MATERIALS AND METHODS

Study population.

To ensure the reproducibility of the conclusion, a training or discovery cohort and an independent validation cohort were prospectively enrolled between 2012 and 2015 and in 2016 to 2017, respectively. Healthy subjects, mostly recruited among HCWs and HHCs, were prospectively included in the study on a voluntary basis to enroll both LTBI subjects and uninfected controls with well-defined infectious status. Most LTBI subjects were selected from among HCWs identified as having LTBI by occupational TB screening, most often at least 2 years before inclusion in the study. A TST is performed for HCWs in Belgium every 1 or 2 years and after any known contact with an aTB patient. Most LTBI subjects were thus identified by conversion of their TST, which is not repeated once a person has become positive. A few HCWs suspected to have been recently infected based on TST conversion were also included. In addition, we included HHCs suspected to have LTBI based on positivity of the TST after contact with a patient with aTB (≥10-mm induration, following the CDC recommendations [16]). Clinical examination and chest radiography were performed for all subjects enrolled with LTBI at the time of their diagnosis, to confirm their LTBI status (see Table S1 in the supplemental material). In addition, because various intervals occurred between the identification of a HCW as having LTBI and the blood sampling, a positive homemade purified protein derivative (PPD)-IGRA, performed at the time of blood drawing as described below, was used to confirm the persistence of immune responses to mycobacteria (see Table S1). After applying this PPD-IGRA, 8 LTBI subjects were excluded from the final analysis because of a negative PPD-IGRA result at inclusion, suggesting that they had cured their infection (Fig. 1).
FIG 1

STARD diagram reporting the flow of asymptomatic subjects and aTB patients for evaluation of the HBHA-WB-IGRA to identify LTBI subjects.

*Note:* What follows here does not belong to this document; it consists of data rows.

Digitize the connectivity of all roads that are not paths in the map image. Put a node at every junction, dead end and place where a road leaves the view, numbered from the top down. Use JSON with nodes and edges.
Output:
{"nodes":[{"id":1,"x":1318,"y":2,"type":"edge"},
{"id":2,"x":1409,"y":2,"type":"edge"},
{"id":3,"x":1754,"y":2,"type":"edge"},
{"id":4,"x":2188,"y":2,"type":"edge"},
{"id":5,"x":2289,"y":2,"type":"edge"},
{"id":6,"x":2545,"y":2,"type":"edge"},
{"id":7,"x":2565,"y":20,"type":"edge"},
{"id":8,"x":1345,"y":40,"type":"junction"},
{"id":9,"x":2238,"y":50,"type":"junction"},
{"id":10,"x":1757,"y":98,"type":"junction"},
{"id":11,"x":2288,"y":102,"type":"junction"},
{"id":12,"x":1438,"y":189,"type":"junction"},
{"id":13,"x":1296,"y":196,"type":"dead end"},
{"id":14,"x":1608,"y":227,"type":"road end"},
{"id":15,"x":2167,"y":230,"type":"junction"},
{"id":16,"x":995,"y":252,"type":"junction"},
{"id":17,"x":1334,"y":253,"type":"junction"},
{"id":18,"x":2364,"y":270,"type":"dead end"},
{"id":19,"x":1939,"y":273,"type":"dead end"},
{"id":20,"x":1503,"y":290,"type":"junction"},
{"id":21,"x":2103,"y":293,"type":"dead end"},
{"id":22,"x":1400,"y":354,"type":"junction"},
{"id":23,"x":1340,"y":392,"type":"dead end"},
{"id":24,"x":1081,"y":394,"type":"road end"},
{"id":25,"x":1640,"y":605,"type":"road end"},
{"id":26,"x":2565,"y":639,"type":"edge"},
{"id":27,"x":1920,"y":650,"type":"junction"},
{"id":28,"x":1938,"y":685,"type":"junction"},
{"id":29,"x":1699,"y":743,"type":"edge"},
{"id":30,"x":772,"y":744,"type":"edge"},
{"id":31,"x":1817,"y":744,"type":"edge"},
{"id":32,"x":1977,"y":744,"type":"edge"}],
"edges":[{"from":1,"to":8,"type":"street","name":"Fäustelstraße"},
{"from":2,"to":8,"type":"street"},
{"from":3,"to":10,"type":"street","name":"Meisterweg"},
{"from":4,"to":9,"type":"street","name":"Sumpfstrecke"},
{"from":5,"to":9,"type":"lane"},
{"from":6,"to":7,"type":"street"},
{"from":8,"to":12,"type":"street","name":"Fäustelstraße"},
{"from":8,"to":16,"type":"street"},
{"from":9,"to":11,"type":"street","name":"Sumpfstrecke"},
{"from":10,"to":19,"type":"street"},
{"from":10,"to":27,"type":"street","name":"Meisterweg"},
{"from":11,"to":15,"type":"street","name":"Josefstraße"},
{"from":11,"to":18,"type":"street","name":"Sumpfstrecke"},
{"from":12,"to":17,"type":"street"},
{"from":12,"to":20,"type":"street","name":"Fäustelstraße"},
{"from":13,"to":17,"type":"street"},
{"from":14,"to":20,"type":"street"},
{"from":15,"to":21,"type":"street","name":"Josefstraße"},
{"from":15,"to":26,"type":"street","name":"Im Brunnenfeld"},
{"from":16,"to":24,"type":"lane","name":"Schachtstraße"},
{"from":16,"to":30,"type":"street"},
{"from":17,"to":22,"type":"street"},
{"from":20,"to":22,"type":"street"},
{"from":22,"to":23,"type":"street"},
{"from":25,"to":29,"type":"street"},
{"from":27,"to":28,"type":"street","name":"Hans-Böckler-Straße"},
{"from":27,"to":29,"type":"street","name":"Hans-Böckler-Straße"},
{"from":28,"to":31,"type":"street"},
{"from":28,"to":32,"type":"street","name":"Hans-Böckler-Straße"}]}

The WB-HBHA-IGRA was compared to the TST reference recommended in Belgium for LTBI detection, to the QFT, and to the PBMC-HBHA-IGRA. The four tests were performed on noninfected controls (CTRL) and LTBI subjects included in the training cohort (A) and the validation cohort (B). Controls and LTBI subjects who were positive and negative, respectively, with an PPD-IGRA were excluded from the analysis. The criteria for positive TST results were according to the CDC guidelines, and those for positive QFT results were according to the manufacturer’s instructions; for the HBHA-IGRA, positivity was considered when the IFN-γ responses were above the lower value of the gray zone for the defined cutoff value. aTB patients were included for differential diagnosis, and only those with a confirmed diagnosis were retained for the final analysis. *, TST was not done for 21 subjects; **, QFT was not done for 23 subjects; #, 1 indeterminate result.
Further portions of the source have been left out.